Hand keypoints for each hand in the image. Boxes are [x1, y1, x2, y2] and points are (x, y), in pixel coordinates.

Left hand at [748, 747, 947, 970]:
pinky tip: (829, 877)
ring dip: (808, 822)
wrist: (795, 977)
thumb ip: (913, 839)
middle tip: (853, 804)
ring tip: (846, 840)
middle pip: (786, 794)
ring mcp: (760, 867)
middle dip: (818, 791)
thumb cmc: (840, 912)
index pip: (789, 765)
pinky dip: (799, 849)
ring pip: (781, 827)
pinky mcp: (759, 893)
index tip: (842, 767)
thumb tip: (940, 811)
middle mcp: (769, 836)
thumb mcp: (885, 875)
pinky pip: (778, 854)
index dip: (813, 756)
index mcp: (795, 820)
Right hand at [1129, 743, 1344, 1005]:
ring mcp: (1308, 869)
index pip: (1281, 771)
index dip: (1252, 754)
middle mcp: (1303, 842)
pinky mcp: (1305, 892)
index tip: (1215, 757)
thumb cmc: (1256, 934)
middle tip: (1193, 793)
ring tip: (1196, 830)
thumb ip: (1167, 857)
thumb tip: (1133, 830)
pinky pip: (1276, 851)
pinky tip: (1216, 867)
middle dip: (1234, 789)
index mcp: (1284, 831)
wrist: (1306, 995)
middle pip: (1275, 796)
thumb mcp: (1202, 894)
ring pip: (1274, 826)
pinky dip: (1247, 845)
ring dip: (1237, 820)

○ ○ ○ ○

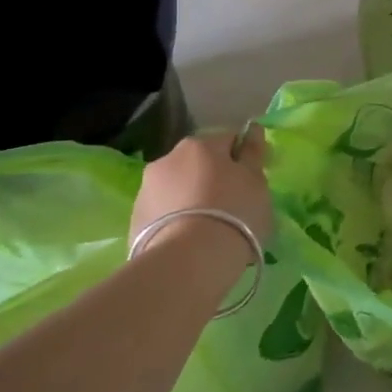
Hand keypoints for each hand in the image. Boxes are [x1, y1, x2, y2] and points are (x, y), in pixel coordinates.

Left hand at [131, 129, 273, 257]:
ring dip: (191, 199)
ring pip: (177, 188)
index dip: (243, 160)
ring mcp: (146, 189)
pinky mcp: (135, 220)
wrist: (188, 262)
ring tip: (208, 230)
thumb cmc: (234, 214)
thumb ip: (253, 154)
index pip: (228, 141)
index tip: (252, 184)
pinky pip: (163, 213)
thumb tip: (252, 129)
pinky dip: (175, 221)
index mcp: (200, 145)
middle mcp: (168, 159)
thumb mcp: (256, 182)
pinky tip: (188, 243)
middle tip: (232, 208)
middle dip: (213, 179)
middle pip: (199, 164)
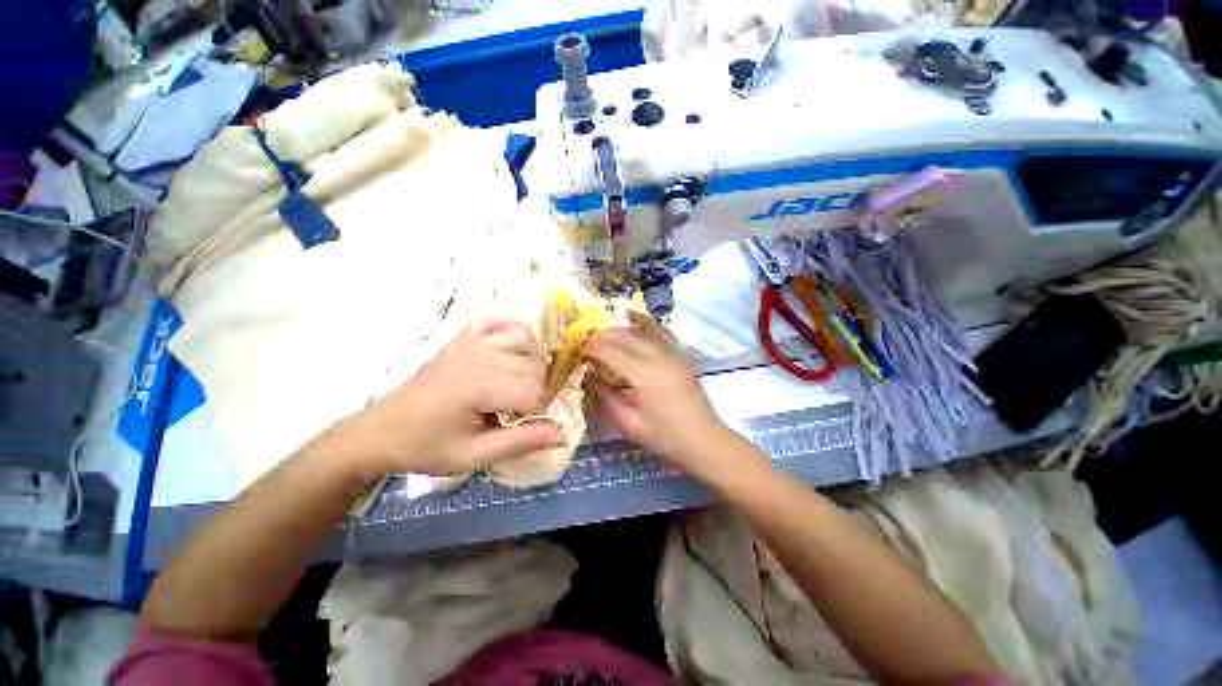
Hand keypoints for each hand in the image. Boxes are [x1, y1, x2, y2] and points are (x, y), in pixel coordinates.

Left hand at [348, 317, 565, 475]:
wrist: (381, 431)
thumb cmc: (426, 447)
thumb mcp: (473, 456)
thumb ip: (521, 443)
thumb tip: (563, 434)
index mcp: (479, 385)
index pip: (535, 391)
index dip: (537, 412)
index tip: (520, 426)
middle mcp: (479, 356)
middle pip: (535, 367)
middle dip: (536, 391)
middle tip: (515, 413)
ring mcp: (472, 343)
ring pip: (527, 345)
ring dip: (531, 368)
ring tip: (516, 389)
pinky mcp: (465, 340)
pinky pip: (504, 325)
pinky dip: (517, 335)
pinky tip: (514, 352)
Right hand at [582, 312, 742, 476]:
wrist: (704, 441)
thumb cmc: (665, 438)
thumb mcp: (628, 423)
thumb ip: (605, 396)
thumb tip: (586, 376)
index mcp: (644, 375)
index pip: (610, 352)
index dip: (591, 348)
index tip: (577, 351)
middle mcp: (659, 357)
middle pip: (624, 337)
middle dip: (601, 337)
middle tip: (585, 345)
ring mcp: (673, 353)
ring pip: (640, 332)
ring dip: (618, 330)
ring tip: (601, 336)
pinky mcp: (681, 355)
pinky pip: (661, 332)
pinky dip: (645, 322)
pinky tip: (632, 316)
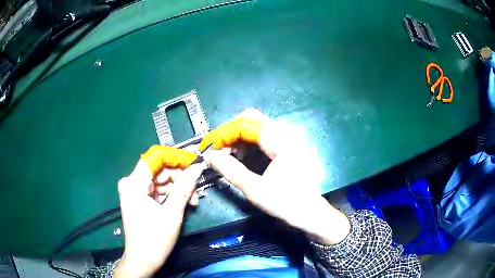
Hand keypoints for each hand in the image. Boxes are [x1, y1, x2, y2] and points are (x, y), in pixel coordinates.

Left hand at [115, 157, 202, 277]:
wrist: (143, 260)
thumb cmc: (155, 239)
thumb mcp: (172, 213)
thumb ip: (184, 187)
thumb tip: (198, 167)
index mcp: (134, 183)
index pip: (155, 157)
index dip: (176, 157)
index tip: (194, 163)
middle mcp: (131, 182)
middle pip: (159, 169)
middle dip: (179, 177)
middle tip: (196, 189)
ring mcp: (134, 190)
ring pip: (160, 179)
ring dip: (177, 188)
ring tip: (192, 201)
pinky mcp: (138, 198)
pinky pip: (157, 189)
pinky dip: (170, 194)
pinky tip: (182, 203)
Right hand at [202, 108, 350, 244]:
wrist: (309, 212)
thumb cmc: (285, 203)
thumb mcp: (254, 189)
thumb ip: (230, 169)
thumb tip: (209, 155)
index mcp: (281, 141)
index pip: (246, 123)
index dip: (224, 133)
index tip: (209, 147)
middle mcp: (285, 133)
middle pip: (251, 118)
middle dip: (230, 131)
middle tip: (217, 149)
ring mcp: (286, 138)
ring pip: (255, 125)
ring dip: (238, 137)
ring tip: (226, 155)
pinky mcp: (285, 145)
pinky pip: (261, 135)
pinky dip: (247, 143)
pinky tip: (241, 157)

○ ○ ○ ○

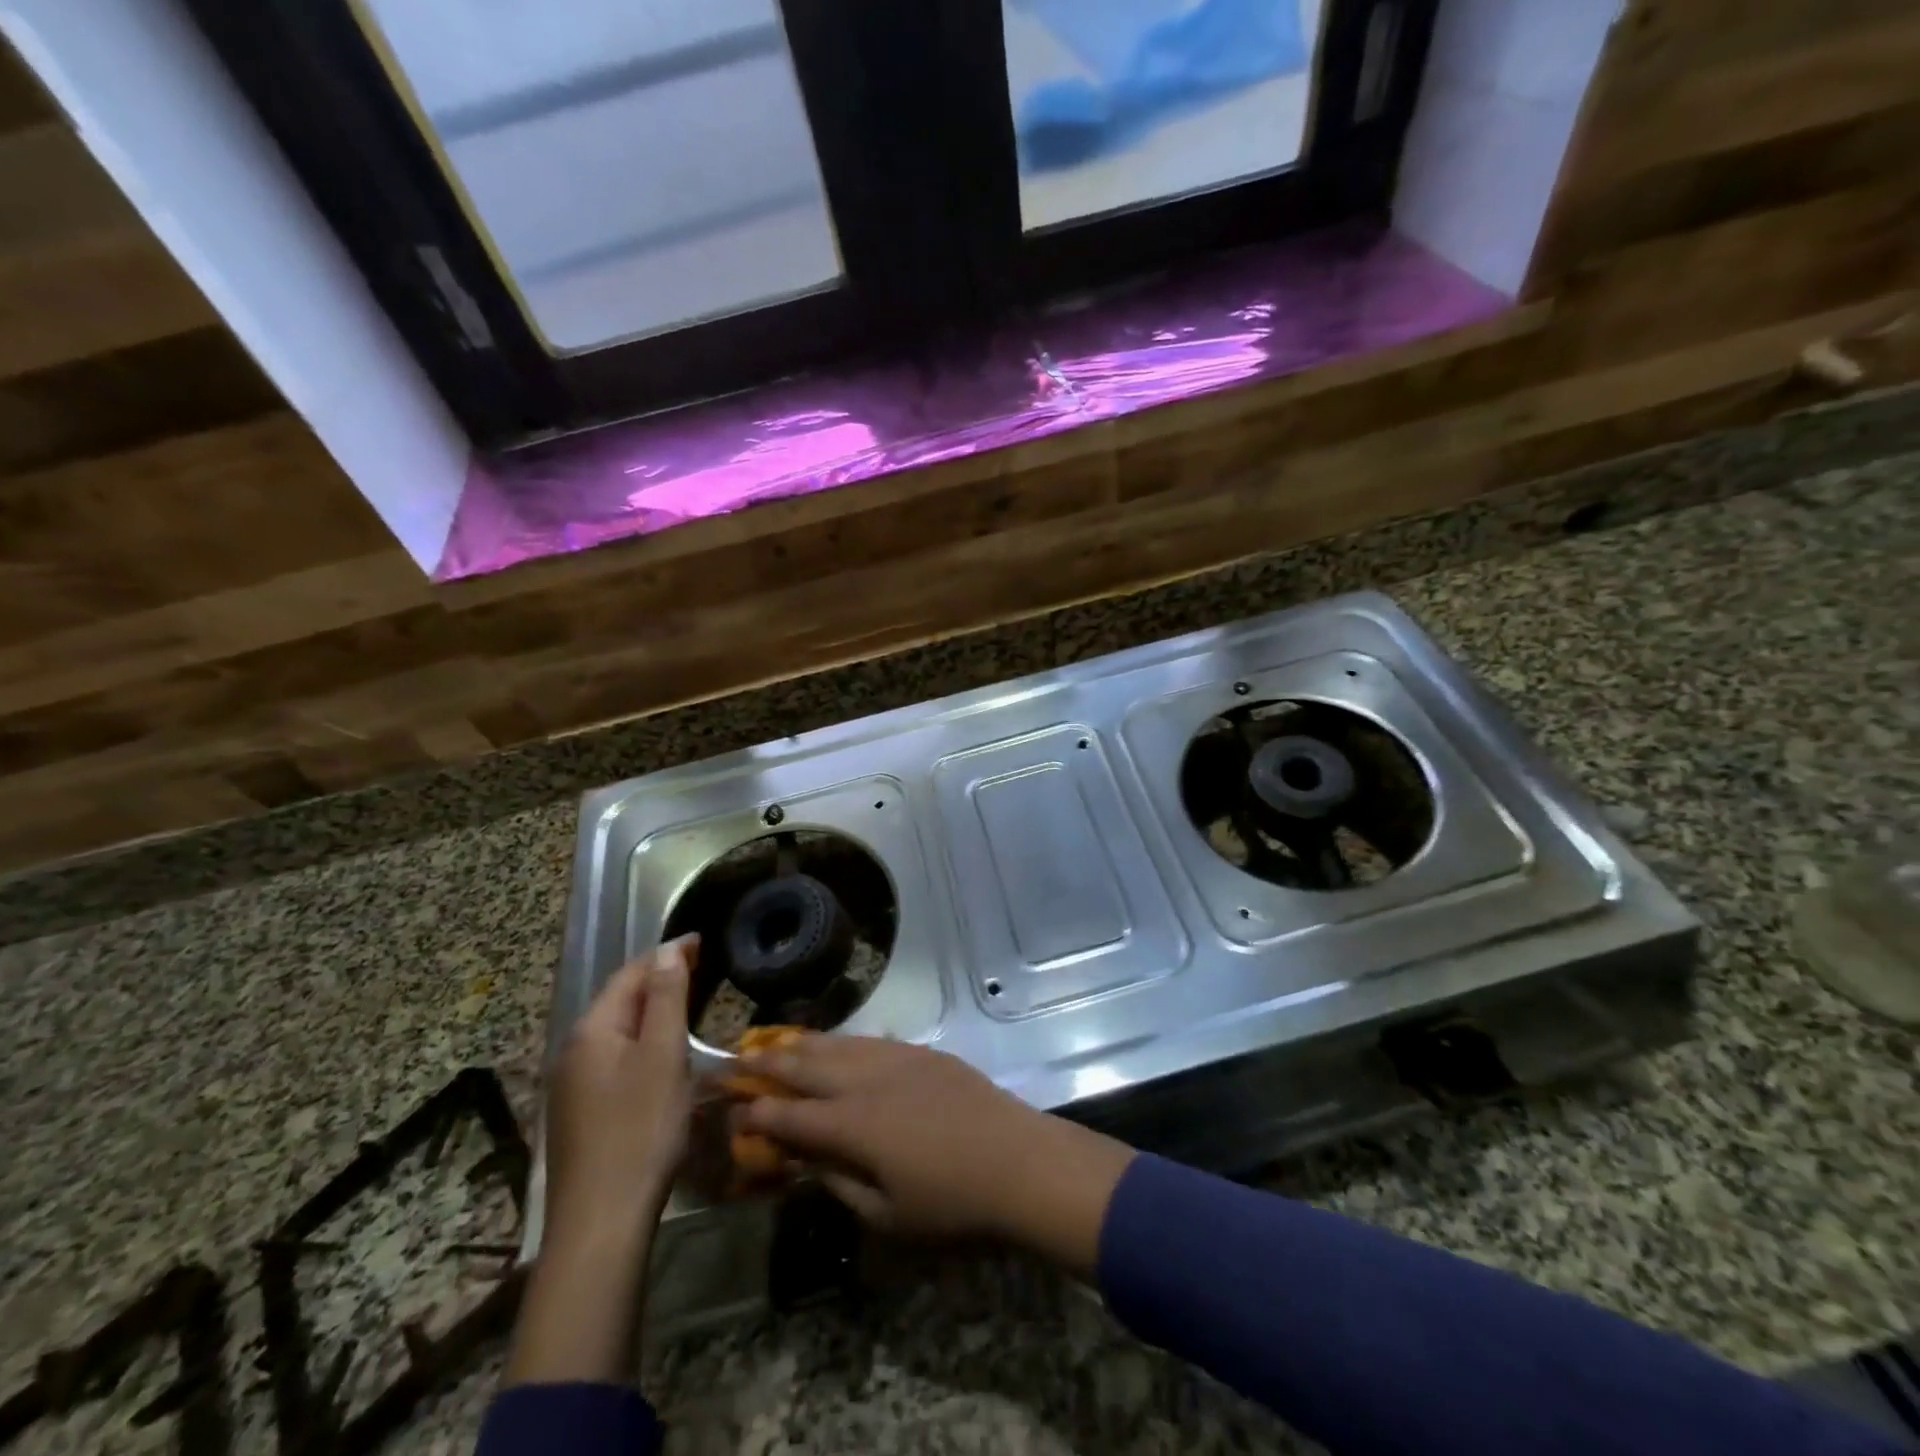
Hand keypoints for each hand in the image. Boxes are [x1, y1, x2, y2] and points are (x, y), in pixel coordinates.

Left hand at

○ ○ ○ ○

Task description:
Compute how many lines of the records above hold the string "Left". Give the number with no other output.

Worked solution:
5